PROBLEM -
Set every record down again exactly. Do not carry over the pictures.

** Opening PROVIDED MATERIAL block **

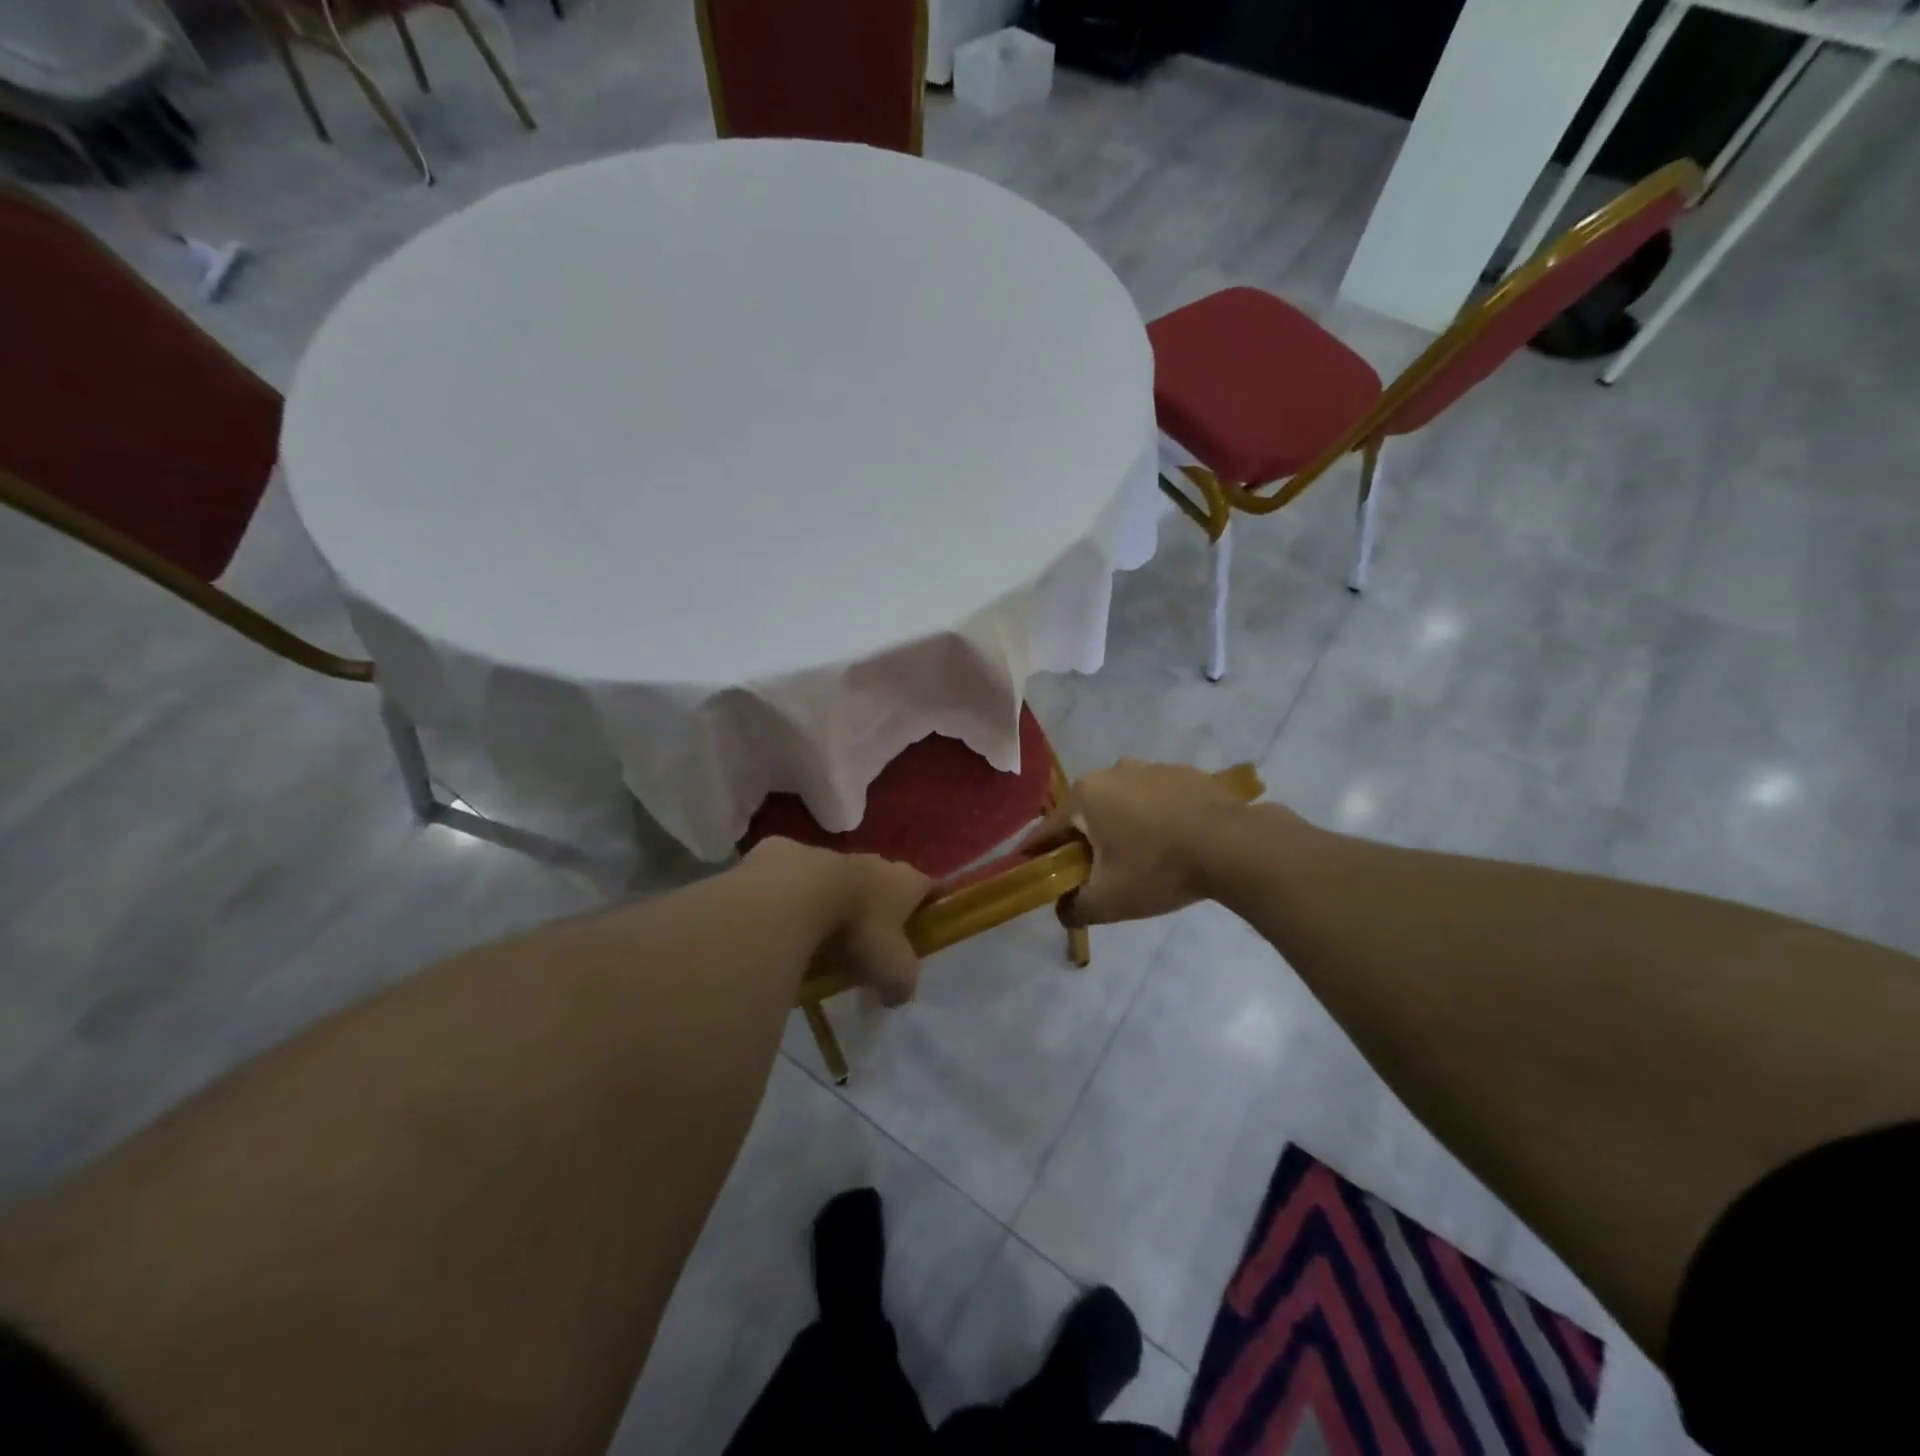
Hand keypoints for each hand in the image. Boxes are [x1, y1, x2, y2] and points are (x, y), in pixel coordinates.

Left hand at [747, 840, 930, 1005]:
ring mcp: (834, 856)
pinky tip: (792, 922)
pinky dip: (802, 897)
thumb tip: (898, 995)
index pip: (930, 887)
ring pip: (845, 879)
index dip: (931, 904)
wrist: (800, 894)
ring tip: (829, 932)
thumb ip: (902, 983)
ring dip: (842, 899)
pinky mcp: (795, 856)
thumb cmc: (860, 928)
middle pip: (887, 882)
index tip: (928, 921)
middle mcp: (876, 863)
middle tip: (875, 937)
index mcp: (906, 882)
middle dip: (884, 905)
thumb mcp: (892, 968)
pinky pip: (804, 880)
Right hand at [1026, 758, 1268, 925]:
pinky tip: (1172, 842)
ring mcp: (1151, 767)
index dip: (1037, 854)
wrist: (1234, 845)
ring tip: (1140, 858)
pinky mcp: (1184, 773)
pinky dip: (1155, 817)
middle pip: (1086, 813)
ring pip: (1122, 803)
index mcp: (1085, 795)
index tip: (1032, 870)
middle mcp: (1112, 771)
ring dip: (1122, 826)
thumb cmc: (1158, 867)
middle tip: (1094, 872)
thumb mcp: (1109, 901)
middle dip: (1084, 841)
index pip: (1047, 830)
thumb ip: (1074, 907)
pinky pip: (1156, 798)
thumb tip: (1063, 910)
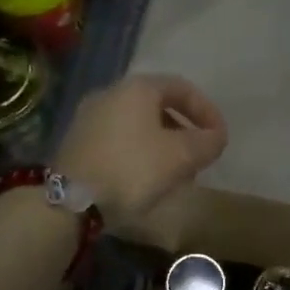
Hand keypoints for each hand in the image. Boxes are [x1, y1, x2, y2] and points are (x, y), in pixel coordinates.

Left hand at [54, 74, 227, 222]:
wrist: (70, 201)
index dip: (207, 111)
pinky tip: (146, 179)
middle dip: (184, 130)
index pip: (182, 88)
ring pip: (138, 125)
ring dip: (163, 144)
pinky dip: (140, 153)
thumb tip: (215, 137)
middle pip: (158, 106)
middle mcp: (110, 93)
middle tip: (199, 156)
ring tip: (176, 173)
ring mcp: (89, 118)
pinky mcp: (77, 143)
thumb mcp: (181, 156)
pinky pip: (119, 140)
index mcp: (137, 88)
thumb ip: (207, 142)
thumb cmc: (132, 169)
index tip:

** Closing PROVIDED MATERIAL block **

RESPONSE AREA -
Hand keypoints for each hand in the image. Boxes are [x1, y1, x2, y2] and points are (x, y), in pixel coordinates.

Left hand at [747, 840, 930, 1005]:
ring mcp: (834, 856)
pinky tip: (792, 922)
pinky dip: (802, 897)
thumb tip: (898, 995)
index pip: (930, 887)
ring pip: (845, 879)
index dip: (931, 904)
wrist: (800, 894)
ring tip: (829, 932)
thumb ip: (902, 983)
ring dip: (842, 899)
pinky mcp: (795, 856)
thumb cmc: (860, 928)
middle pip: (887, 882)
index tip: (928, 921)
middle mcp: (876, 863)
middle tip: (875, 937)
index mcp: (906, 882)
middle dip: (884, 905)
thumb mcp: (892, 968)
pinky pip: (804, 880)
Right hand at [1026, 758, 1268, 925]:
pinky tip: (1172, 842)
ring mcp: (1151, 767)
index dip: (1037, 854)
wrist: (1234, 845)
ring tip: (1140, 858)
pinky mcp: (1184, 773)
pinky dip: (1155, 817)
middle pip: (1086, 813)
ring pip: (1122, 803)
index mcp: (1085, 795)
index tip: (1032, 870)
middle mcp: (1112, 771)
ring dip: (1122, 826)
thumb cmc: (1158, 867)
middle tip: (1094, 872)
thumb mcp: (1109, 901)
middle dip: (1084, 841)
index pip: (1047, 830)
thumb ip: (1074, 907)
pinky pip: (1156, 798)
thumb tip: (1063, 910)
Hand keypoints for each hand in the image. Boxes are [x1, y1, x2, y2] and points are (x, y), in pixel coordinates.

Left hand at [54, 74, 227, 222]:
wrist: (70, 201)
index dip: (207, 111)
pinky tip: (146, 179)
middle dip: (184, 130)
index pip: (182, 88)
ring pip: (138, 125)
ring dip: (163, 144)
pinky dip: (140, 153)
thumb tip: (215, 137)
middle pip: (158, 106)
middle mcp: (110, 93)
middle tip: (199, 156)
ring tip: (176, 173)
ring mcp: (89, 118)
pinky mcp: (77, 143)
thumb mcp: (181, 156)
pinky pip: (119, 140)
index mcp: (137, 88)
thumb ip: (207, 142)
thumb cmc: (132, 169)
index tip:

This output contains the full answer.